Transcribe every line of the records verbatim.
----- RECORDS
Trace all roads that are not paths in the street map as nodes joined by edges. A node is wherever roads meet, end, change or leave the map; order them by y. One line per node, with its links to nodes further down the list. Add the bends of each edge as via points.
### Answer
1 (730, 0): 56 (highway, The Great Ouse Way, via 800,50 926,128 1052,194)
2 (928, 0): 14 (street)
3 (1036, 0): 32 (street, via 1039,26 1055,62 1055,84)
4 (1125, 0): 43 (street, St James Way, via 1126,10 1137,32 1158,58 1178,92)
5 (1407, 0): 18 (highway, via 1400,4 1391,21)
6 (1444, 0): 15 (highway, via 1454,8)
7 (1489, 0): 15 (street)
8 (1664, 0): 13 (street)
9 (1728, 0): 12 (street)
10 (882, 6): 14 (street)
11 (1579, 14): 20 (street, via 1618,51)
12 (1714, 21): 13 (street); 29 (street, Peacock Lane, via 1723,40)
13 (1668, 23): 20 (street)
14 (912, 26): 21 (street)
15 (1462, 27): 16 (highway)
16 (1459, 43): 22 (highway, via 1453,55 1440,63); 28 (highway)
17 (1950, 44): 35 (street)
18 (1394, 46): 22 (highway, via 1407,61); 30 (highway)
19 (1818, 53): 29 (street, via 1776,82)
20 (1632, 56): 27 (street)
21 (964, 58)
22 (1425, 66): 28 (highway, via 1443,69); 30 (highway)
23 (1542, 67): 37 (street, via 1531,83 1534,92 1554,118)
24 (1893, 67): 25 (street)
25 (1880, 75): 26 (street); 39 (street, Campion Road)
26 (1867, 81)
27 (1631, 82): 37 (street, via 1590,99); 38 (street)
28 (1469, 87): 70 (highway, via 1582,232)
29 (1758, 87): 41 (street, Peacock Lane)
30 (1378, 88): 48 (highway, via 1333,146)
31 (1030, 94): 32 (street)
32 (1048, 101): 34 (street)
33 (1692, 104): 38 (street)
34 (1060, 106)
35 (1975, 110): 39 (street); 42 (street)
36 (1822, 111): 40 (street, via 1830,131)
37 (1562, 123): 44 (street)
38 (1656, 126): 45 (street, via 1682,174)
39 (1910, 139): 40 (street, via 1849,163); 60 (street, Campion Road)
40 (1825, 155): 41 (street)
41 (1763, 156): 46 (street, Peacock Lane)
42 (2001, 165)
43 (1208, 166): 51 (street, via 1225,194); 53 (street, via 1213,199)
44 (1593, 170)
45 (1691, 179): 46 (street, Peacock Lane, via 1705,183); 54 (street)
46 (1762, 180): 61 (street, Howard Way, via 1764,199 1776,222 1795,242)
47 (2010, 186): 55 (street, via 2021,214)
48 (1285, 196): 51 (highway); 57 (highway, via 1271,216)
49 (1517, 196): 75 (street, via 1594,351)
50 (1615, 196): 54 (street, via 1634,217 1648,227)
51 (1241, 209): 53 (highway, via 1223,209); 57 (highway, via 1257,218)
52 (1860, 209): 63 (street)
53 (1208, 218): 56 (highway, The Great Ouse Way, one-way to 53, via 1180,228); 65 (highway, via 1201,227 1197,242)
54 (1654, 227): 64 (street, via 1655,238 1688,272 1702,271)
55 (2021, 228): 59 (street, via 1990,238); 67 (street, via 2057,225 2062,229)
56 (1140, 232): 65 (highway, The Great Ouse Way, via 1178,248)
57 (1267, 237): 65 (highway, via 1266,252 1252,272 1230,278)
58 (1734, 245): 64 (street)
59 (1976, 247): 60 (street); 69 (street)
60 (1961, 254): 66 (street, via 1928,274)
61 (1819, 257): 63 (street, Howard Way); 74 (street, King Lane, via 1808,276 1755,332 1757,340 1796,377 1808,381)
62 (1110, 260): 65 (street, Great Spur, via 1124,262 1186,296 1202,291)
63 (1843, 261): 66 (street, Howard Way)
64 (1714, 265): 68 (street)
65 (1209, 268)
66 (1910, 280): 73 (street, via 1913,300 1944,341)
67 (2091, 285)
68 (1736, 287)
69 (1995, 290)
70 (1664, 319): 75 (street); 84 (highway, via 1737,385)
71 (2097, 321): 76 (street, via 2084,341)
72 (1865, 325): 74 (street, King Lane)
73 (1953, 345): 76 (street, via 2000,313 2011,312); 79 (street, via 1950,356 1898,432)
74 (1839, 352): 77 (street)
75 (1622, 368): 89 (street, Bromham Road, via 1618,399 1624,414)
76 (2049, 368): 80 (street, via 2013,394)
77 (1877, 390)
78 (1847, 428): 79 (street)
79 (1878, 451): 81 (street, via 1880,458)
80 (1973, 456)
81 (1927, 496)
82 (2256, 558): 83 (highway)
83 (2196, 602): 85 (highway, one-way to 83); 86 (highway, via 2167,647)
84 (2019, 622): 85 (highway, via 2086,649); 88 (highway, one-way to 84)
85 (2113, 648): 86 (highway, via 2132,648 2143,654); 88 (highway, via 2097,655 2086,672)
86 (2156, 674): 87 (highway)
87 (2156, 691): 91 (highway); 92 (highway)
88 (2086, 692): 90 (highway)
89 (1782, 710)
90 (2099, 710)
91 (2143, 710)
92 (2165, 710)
----------
• WORKED SOLUTION:
Trace all roads that are not paths in the street map as nodes joined by edges. A node is wherever roads meet, end, change or leave the map; order them by y. One line per node, with its links to nodes further down the list. Add the bends of each edge as via points.
### Answer
1 (730, 0): 56 (highway, The Great Ouse Way, via 800,50 926,128 1052,194)
2 (928, 0): 14 (street)
3 (1036, 0): 32 (street, via 1039,26 1055,62 1055,84)
4 (1125, 0): 43 (street, St James Way, via 1126,10 1137,32 1158,58 1178,92)
5 (1407, 0): 18 (highway, via 1400,4 1391,21)
6 (1444, 0): 15 (highway, via 1454,8)
7 (1489, 0): 15 (street)
8 (1664, 0): 13 (street)
9 (1728, 0): 12 (street)
10 (882, 6): 14 (street)
11 (1579, 14): 20 (street, via 1618,51)
12 (1714, 21): 13 (street); 29 (street, Peacock Lane, via 1723,40)
13 (1668, 23): 20 (street)
14 (912, 26): 21 (street)
15 (1462, 27): 16 (highway)
16 (1459, 43): 22 (highway, via 1453,55 1440,63); 28 (highway)
17 (1950, 44): 35 (street)
18 (1394, 46): 22 (highway, via 1407,61); 30 (highway)
19 (1818, 53): 29 (street, via 1776,82)
20 (1632, 56): 27 (street)
21 (964, 58)
22 (1425, 66): 28 (highway, via 1443,69); 30 (highway)
23 (1542, 67): 37 (street, via 1531,83 1534,92 1554,118)
24 (1893, 67): 25 (street)
25 (1880, 75): 26 (street); 39 (street, Campion Road)
26 (1867, 81)
27 (1631, 82): 37 (street, via 1590,99); 38 (street)
28 (1469, 87): 70 (highway, via 1582,232)
29 (1758, 87): 41 (street, Peacock Lane)
30 (1378, 88): 48 (highway, via 1333,146)
31 (1030, 94): 32 (street)
32 (1048, 101): 34 (street)
33 (1692, 104): 38 (street)
34 (1060, 106)
35 (1975, 110): 39 (street); 42 (street)
36 (1822, 111): 40 (street, via 1830,131)
37 (1562, 123): 44 (street)
38 (1656, 126): 45 (street, via 1682,174)
39 (1910, 139): 40 (street, via 1849,163); 60 (street, Campion Road)
40 (1825, 155): 41 (street)
41 (1763, 156): 46 (street, Peacock Lane)
42 (2001, 165)
43 (1208, 166): 51 (street, via 1225,194); 53 (street, via 1213,199)
44 (1593, 170)
45 (1691, 179): 46 (street, Peacock Lane, via 1705,183); 54 (street)
46 (1762, 180): 61 (street, Howard Way, via 1764,199 1776,222 1795,242)
47 (2010, 186): 55 (street, via 2021,214)
48 (1285, 196): 51 (highway); 57 (highway, via 1271,216)
49 (1517, 196): 75 (street, via 1594,351)
50 (1615, 196): 54 (street, via 1634,217 1648,227)
51 (1241, 209): 53 (highway, via 1223,209); 57 (highway, via 1257,218)
52 (1860, 209): 63 (street)
53 (1208, 218): 56 (highway, The Great Ouse Way, one-way to 53, via 1180,228); 65 (highway, via 1201,227 1197,242)
54 (1654, 227): 64 (street, via 1655,238 1688,272 1702,271)
55 (2021, 228): 59 (street, via 1990,238); 67 (street, via 2057,225 2062,229)
56 (1140, 232): 65 (highway, The Great Ouse Way, via 1178,248)
57 (1267, 237): 65 (highway, via 1266,252 1252,272 1230,278)
58 (1734, 245): 64 (street)
59 (1976, 247): 60 (street); 69 (street)
60 (1961, 254): 66 (street, via 1928,274)
61 (1819, 257): 63 (street, Howard Way); 74 (street, King Lane, via 1808,276 1755,332 1757,340 1796,377 1808,381)
62 (1110, 260): 65 (street, Great Spur, via 1124,262 1186,296 1202,291)
63 (1843, 261): 66 (street, Howard Way)
64 (1714, 265): 68 (street)
65 (1209, 268)
66 (1910, 280): 73 (street, via 1913,300 1944,341)
67 (2091, 285)
68 (1736, 287)
69 (1995, 290)
70 (1664, 319): 75 (street); 84 (highway, via 1737,385)
71 (2097, 321): 76 (street, via 2084,341)
72 (1865, 325): 74 (street, King Lane)
73 (1953, 345): 76 (street, via 2000,313 2011,312); 79 (street, via 1950,356 1898,432)
74 (1839, 352): 77 (street)
75 (1622, 368): 89 (street, Bromham Road, via 1618,399 1624,414)
76 (2049, 368): 80 (street, via 2013,394)
77 (1877, 390)
78 (1847, 428): 79 (street)
79 (1878, 451): 81 (street, via 1880,458)
80 (1973, 456)
81 (1927, 496)
82 (2256, 558): 83 (highway)
83 (2196, 602): 85 (highway, one-way to 83); 86 (highway, via 2167,647)
84 (2019, 622): 85 (highway, via 2086,649); 88 (highway, one-way to 84)
85 (2113, 648): 86 (highway, via 2132,648 2143,654); 88 (highway, via 2097,655 2086,672)
86 (2156, 674): 87 (highway)
87 (2156, 691): 91 (highway); 92 (highway)
88 (2086, 692): 90 (highway)
89 (1782, 710)
90 (2099, 710)
91 (2143, 710)
92 (2165, 710)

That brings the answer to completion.